> [What to produce]: Produce an exact transcription of the listing below, omitting the pictures.
<<<<
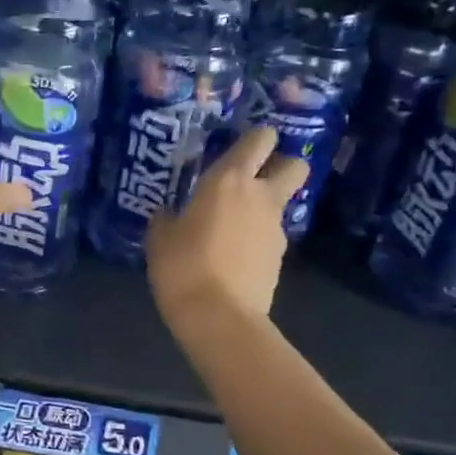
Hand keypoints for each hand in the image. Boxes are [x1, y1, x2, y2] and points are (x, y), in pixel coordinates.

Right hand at [147, 127, 308, 329]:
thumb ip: (167, 217)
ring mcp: (275, 228)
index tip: (239, 146)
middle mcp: (260, 196)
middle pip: (295, 164)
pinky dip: (257, 239)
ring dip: (264, 207)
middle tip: (253, 178)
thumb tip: (170, 214)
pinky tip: (233, 256)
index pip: (260, 139)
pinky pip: (271, 236)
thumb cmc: (182, 265)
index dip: (256, 138)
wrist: (219, 316)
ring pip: (281, 203)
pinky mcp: (280, 258)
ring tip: (231, 227)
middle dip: (282, 165)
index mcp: (229, 179)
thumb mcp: (160, 237)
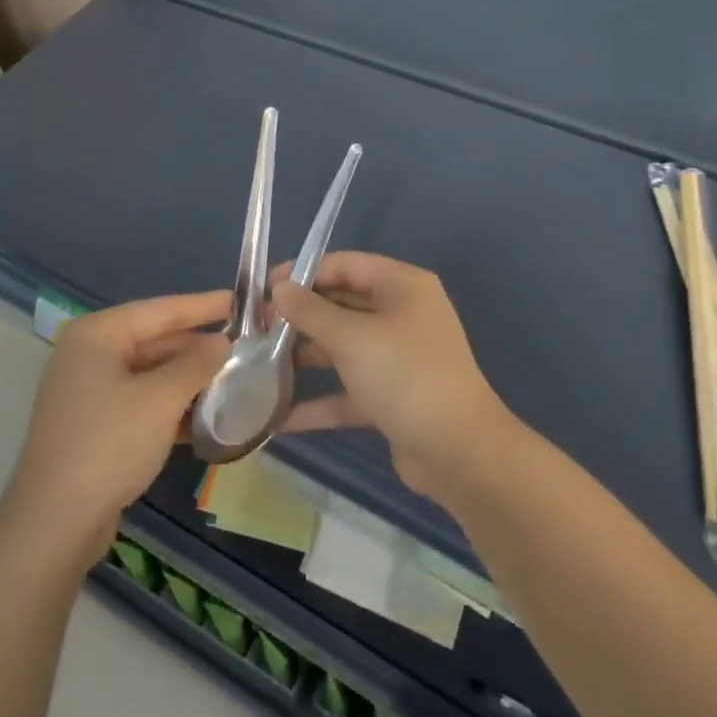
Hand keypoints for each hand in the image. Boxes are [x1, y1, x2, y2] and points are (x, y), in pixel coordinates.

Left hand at [6, 291, 230, 556]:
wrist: (55, 525)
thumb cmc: (109, 445)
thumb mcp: (161, 399)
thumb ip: (196, 364)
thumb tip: (222, 342)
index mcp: (96, 335)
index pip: (159, 310)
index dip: (201, 306)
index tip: (238, 299)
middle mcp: (89, 356)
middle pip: (154, 341)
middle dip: (197, 348)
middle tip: (244, 346)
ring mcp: (89, 393)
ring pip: (150, 374)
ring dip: (189, 380)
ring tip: (234, 379)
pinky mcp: (95, 427)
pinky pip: (142, 403)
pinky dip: (171, 406)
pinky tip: (207, 416)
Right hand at [272, 254, 515, 500]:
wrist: (458, 451)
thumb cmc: (405, 375)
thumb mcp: (352, 338)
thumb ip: (311, 311)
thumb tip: (280, 287)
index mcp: (402, 286)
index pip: (346, 265)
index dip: (304, 272)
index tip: (265, 288)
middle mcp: (402, 314)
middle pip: (343, 304)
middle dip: (301, 316)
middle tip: (258, 327)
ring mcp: (398, 357)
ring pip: (344, 347)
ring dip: (306, 355)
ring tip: (260, 363)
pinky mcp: (392, 396)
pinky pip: (349, 389)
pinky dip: (320, 399)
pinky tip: (280, 416)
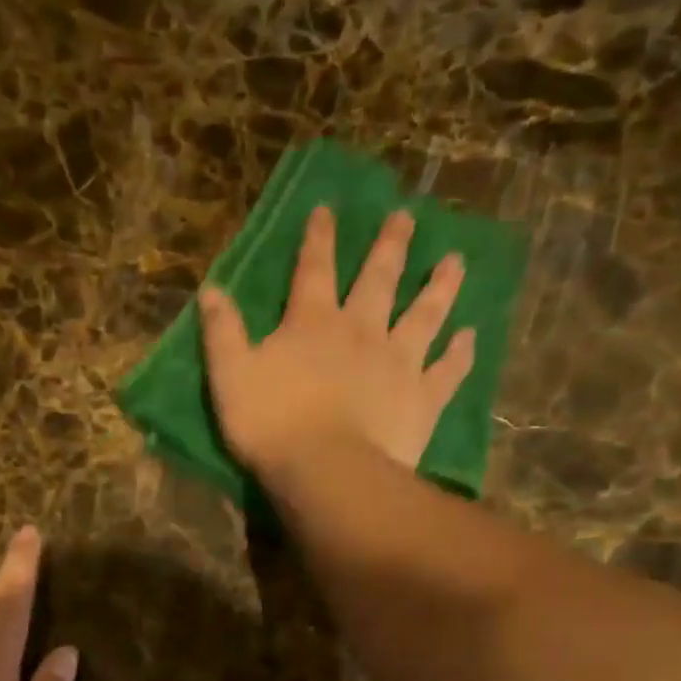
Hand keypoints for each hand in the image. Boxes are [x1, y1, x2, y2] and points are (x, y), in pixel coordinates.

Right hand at [199, 204, 474, 479]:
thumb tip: (210, 288)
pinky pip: (447, 370)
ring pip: (425, 315)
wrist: (326, 470)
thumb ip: (222, 332)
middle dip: (390, 246)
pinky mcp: (422, 398)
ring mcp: (399, 362)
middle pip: (379, 280)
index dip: (319, 239)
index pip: (314, 270)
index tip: (328, 209)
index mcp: (313, 324)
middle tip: (407, 217)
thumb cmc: (271, 424)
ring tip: (455, 262)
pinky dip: (460, 353)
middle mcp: (361, 331)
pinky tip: (469, 337)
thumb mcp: (230, 376)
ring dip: (439, 287)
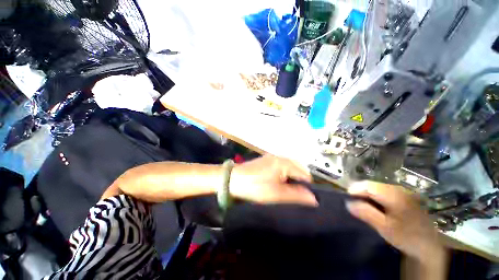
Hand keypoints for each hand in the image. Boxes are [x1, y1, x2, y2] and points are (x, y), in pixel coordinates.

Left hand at [229, 154, 317, 206]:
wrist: (232, 179)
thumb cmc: (255, 186)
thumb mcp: (276, 194)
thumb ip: (296, 195)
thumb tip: (314, 199)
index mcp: (284, 162)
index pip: (304, 174)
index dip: (307, 187)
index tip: (304, 198)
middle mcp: (279, 157)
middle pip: (297, 169)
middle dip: (299, 181)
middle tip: (294, 195)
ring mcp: (271, 158)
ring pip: (288, 168)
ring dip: (291, 178)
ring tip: (287, 190)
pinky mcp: (265, 161)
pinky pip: (280, 167)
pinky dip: (283, 175)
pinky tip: (278, 183)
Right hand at [346, 181, 445, 260]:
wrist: (429, 244)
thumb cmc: (406, 236)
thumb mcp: (384, 227)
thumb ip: (366, 213)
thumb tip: (348, 203)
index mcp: (393, 195)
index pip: (367, 185)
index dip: (354, 189)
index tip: (346, 198)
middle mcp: (397, 189)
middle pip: (371, 184)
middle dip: (360, 191)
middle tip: (353, 203)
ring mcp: (401, 191)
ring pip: (376, 187)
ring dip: (367, 193)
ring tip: (362, 204)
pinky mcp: (403, 195)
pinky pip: (383, 191)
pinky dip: (375, 196)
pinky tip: (375, 205)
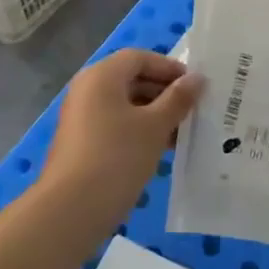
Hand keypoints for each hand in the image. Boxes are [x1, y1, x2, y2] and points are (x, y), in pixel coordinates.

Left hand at [41, 49, 202, 226]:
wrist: (71, 210)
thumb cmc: (117, 157)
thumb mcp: (155, 126)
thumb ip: (178, 99)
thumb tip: (197, 78)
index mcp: (102, 75)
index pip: (140, 57)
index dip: (169, 68)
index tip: (195, 86)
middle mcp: (87, 88)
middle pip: (131, 79)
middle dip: (164, 93)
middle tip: (192, 111)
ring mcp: (81, 116)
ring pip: (124, 104)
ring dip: (154, 114)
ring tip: (181, 134)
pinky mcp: (81, 141)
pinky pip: (115, 124)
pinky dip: (138, 130)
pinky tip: (160, 151)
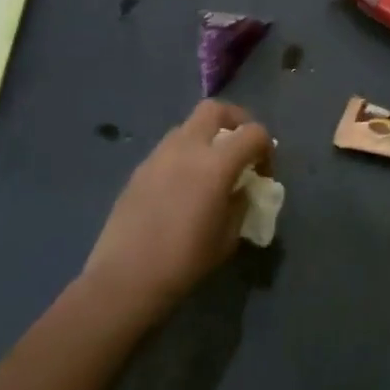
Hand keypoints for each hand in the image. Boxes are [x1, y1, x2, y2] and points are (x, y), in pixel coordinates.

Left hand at [82, 100, 273, 320]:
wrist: (124, 280)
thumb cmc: (184, 262)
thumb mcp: (228, 237)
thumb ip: (240, 203)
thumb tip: (241, 189)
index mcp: (216, 163)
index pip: (253, 133)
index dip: (266, 148)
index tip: (263, 173)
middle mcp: (187, 148)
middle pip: (216, 109)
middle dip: (235, 121)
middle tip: (239, 147)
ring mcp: (159, 155)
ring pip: (189, 126)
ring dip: (206, 137)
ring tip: (209, 168)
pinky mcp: (139, 169)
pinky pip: (169, 148)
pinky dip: (184, 155)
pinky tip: (182, 186)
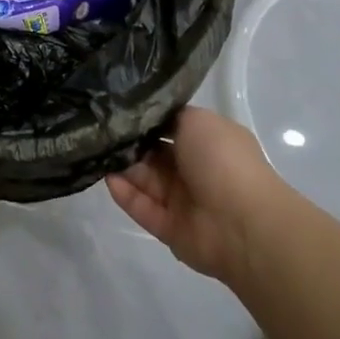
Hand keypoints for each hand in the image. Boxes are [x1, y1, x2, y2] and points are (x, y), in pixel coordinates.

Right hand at [107, 106, 284, 284]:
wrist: (243, 223)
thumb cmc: (223, 161)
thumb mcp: (198, 120)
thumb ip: (170, 117)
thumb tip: (150, 118)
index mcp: (208, 143)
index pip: (171, 129)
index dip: (146, 121)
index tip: (118, 110)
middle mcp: (195, 170)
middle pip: (153, 155)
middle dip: (129, 144)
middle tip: (101, 131)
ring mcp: (183, 201)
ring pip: (145, 181)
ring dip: (123, 168)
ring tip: (97, 152)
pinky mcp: (169, 228)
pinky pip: (143, 208)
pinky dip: (126, 195)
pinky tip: (108, 179)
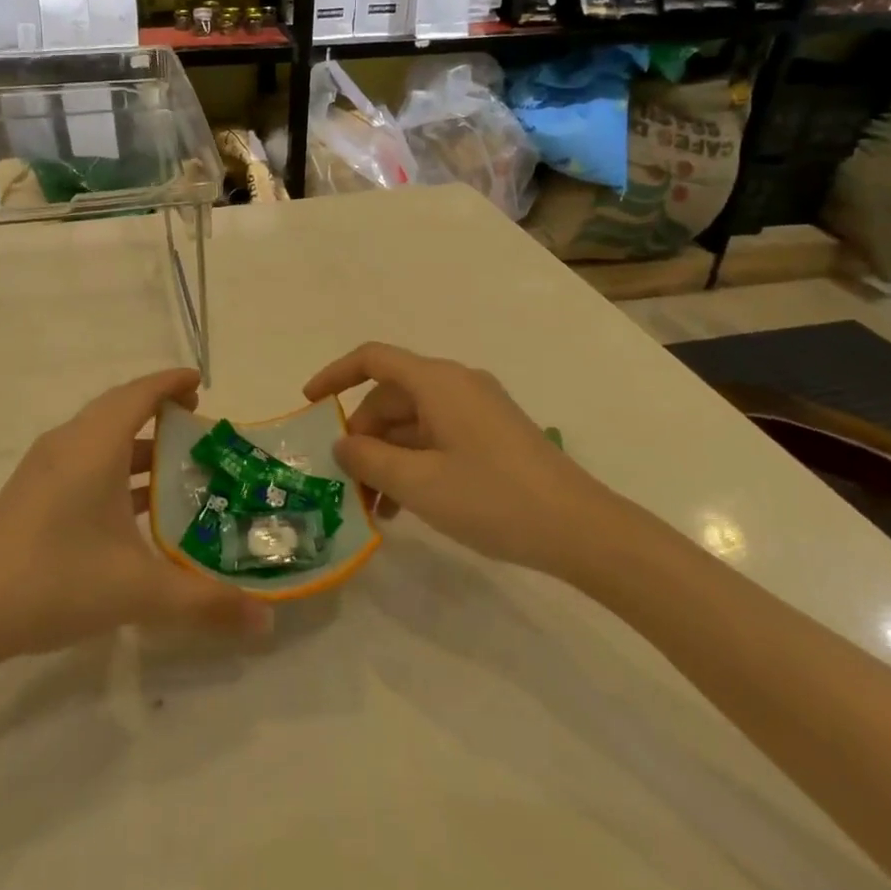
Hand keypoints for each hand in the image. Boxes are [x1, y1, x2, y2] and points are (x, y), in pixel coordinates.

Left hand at [0, 369, 273, 660]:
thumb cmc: (54, 580)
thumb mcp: (138, 591)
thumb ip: (205, 604)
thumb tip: (267, 624)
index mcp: (94, 445)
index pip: (139, 393)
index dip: (171, 383)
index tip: (202, 386)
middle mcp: (68, 444)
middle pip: (120, 408)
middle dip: (160, 411)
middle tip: (199, 429)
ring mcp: (44, 468)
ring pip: (100, 437)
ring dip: (138, 444)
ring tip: (177, 470)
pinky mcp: (31, 494)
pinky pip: (84, 461)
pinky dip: (116, 468)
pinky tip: (133, 509)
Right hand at [303, 343, 614, 576]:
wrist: (582, 530)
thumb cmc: (493, 498)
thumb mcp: (419, 483)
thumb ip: (369, 459)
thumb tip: (342, 444)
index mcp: (437, 381)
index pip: (372, 359)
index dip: (335, 375)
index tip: (308, 404)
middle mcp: (457, 384)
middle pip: (391, 396)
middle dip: (363, 436)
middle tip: (348, 483)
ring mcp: (478, 410)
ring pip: (414, 422)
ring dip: (388, 457)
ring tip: (376, 508)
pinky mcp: (493, 435)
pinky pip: (438, 437)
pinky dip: (415, 463)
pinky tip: (408, 507)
>>>>
> [Task response]:
Hand keypoints for each hand in the image. Boxes are [x1, y1, x2, y2] and points are (x, y), in pixel coordinates.

Right hand at [147, 127, 308, 329]:
thumb ip: (167, 217)
ring mcp: (275, 228)
index tip: (239, 146)
middle mcp: (260, 196)
middle pip: (295, 164)
pinky dip: (257, 239)
ring dip: (264, 207)
middle tip: (253, 178)
thumb tip: (170, 214)
pinky tip: (233, 256)
index pip: (260, 139)
pinky pip: (271, 236)
thumb cmc: (182, 265)
index dip: (256, 138)
wrist: (219, 316)
ring pip: (281, 203)
pinky mcp: (280, 258)
ring tip: (231, 227)
middle dip: (282, 165)
index mcp: (229, 179)
thumb mcp: (160, 237)
Hand keypoints for each hand in the image. Boxes are [x1, y1, x2, y2] and points are (x, y), in pixel coordinates.

Left hand at [6, 291, 230, 556]:
wrist: (55, 525)
thumb cmc: (109, 445)
thumb mcp: (161, 399)
thumb ip: (196, 364)
thumb tip: (222, 342)
index mcp: (96, 335)
index pip: (159, 310)
index dip: (201, 306)
index tip: (238, 299)
middle mcp: (89, 356)
middle pip: (154, 341)
middle dip: (197, 348)
middle tip: (244, 346)
ring mcp: (89, 393)
ring pip: (150, 374)
ring dip: (189, 380)
ring tip: (234, 379)
pinky mcp: (95, 427)
pinky pip: (142, 403)
pinky dip: (171, 406)
pinky tip: (207, 416)
Right hand at [272, 254, 515, 500]:
wrist: (458, 451)
thumb cmc: (405, 375)
thumb mcp: (352, 338)
thumb ip: (311, 311)
thumb tip: (280, 287)
index mcp: (402, 286)
index pip: (346, 265)
index dip: (304, 272)
index tip: (265, 288)
middle mcp: (402, 314)
middle pip: (343, 304)
middle dip: (301, 316)
middle tip: (258, 327)
ring mcp: (398, 357)
ring pip: (344, 347)
ring dip: (306, 355)
ring tip: (260, 363)
pinky mcp: (392, 396)
pinky pip: (349, 389)
pinky dip: (320, 399)
pinky tip: (280, 416)
Hand keypoints for each hand in the image. Boxes are [x1, y1, x2, y2] and points are (x, y), in pixel coordinates.

Right hand at [199, 204, 474, 479]:
thumb tip: (210, 288)
pinky pip: (447, 370)
ring pip: (425, 315)
wrist: (326, 470)
thumb ip: (222, 332)
middle dip: (390, 246)
pinky mcp: (422, 398)
ring mcp: (399, 362)
middle pip: (379, 280)
index dip: (319, 239)
index pip: (314, 270)
index tip: (328, 209)
index mcp: (313, 324)
middle tip: (407, 217)
thumb cmc: (271, 424)
ring tip: (455, 262)
pinky dip: (460, 353)
middle mcp: (361, 331)
pinky tip: (469, 337)
thumb mcp: (230, 376)
ring dip: (439, 287)
Hand keypoints for each hand in the image. Boxes are [x1, y1, x2, y2] and points are (x, y), in pixel coordinates.

Left hand at [229, 154, 317, 206]:
wrist: (232, 179)
thumb cmc: (255, 186)
thumb mcp: (276, 194)
thumb ip: (296, 195)
thumb tip: (314, 199)
index mcp: (284, 162)
index pip: (304, 174)
index dip: (307, 187)
index tip: (304, 198)
middle mcp: (279, 157)
middle pip: (297, 169)
middle dip: (299, 181)
middle tip: (294, 195)
ring mcp: (271, 158)
ring pip: (288, 168)
ring dip: (291, 178)
ring tip: (287, 190)
pinky mcp: (265, 161)
pinky pip: (280, 167)
pinky dip: (283, 175)
pinky tip: (278, 183)
Right hand at [346, 181, 445, 260]:
wrist: (429, 244)
thumb cmc: (406, 236)
thumb mcp: (384, 227)
thumb ip: (366, 213)
thumb tip: (348, 203)
index mcp: (393, 195)
index pip: (367, 185)
index dip: (354, 189)
index tip: (346, 198)
middle mcp: (397, 189)
middle pip: (371, 184)
middle dip: (360, 191)
middle tip: (353, 203)
ring mcp: (401, 191)
ring pip: (376, 187)
ring dip: (367, 193)
ring tip: (362, 204)
pinky mcp: (403, 195)
pinky pip: (383, 191)
pinky dip: (375, 196)
pinky tip: (375, 205)
Hand keypoints for each hand in the image. Boxes are [x1, y1, x2, y2] and points are (x, y), in pixel coordinates.

Left hand at [41, 49, 202, 226]:
wrist: (71, 210)
thumb cmc: (117, 157)
thumb mcp: (155, 126)
thumb ip: (178, 99)
thumb tip: (197, 78)
index mcp: (102, 75)
index pip: (140, 57)
index dip: (169, 68)
index tip: (195, 86)
middle mcp: (87, 88)
middle pip: (131, 79)
middle dip: (164, 93)
middle tip: (192, 111)
ring mcp: (81, 116)
ring pip: (124, 104)
ring dip: (154, 114)
ring tip: (181, 134)
pinky mcp: (81, 141)
pinky pip: (115, 124)
pinky dip: (138, 130)
pinky tip: (160, 151)
Hand keypoints for each hand in the image. Boxes are [x1, y1, x2, y2] and points are (x, y), in pixel coordinates.

Left hand at [82, 100, 273, 320]:
wrist: (124, 280)
thumb cmc: (184, 262)
thumb mcp: (228, 237)
thumb ip: (240, 203)
thumb tip: (241, 189)
index mcp: (216, 163)
index pip: (253, 133)
index dip: (266, 148)
index tip: (263, 173)
middle mcp: (187, 148)
middle pip: (216, 109)
middle dip: (235, 121)
middle tip: (239, 147)
ring mcp: (159, 155)
ring pip: (189, 126)
ring dip: (206, 137)
ring tip: (209, 168)
pinky mcp: (139, 169)
pinky pip: (169, 148)
pinky dip: (184, 155)
pinky tip: (182, 186)
Hand keypoints for each hand in the image. Boxes are [x1, y1, x2, y2] and points are (x, y), in pixel coordinates.

Right hand at [107, 106, 284, 284]:
wrist: (243, 223)
thumb cmc: (223, 161)
thumb mcp: (198, 120)
thumb ip: (170, 117)
thumb tip: (150, 118)
index mcp: (208, 143)
index pip: (171, 129)
index dip: (146, 121)
index tip: (118, 110)
middle mcp: (195, 170)
middle pip: (153, 155)
middle dip: (129, 144)
middle tip: (101, 131)
ring mcp: (183, 201)
ring pip: (145, 181)
ring dip: (123, 168)
ring tip: (97, 152)
pinky mcp: (169, 228)
pinky pip: (143, 208)
pinky dip: (126, 195)
pinky tip: (108, 179)
Hand keypoints for each hand in the image. Boxes are [x1, y1, x2, y2] and points are (x, y), in pixel coordinates.

Left hand at [0, 369, 273, 660]:
thumb cmc: (54, 580)
thumb mcp: (138, 591)
thumb ip: (205, 604)
thumb tip: (267, 624)
index mcp: (94, 445)
index pip: (139, 393)
index dip: (171, 383)
index tip: (202, 386)
middle mcp: (68, 444)
middle pip: (120, 408)
middle dip: (160, 411)
middle tip: (199, 429)
ring mcp: (44, 468)
ring pip: (100, 437)
ring dip: (138, 444)
ring tip: (177, 470)
pinky mcp: (31, 494)
pinky pip: (84, 461)
pinky dip: (116, 468)
pinky tip: (133, 509)
Right hand at [303, 343, 614, 576]:
wrist: (582, 530)
thumb cmc: (493, 498)
thumb mcp: (419, 483)
thumb ip: (369, 459)
thumb tip: (342, 444)
index mcp: (437, 381)
index pip: (372, 359)
index dip: (335, 375)
index tip: (308, 404)
middle mcp: (457, 384)
middle pip: (391, 396)
middle dip: (363, 436)
middle tip: (348, 483)
ring mcp: (478, 410)
ring pip: (414, 422)
ring dip: (388, 457)
ring tip: (376, 508)
pinky mcp: (493, 435)
pinky pip: (438, 437)
pinky dip: (415, 463)
pinky tip: (408, 507)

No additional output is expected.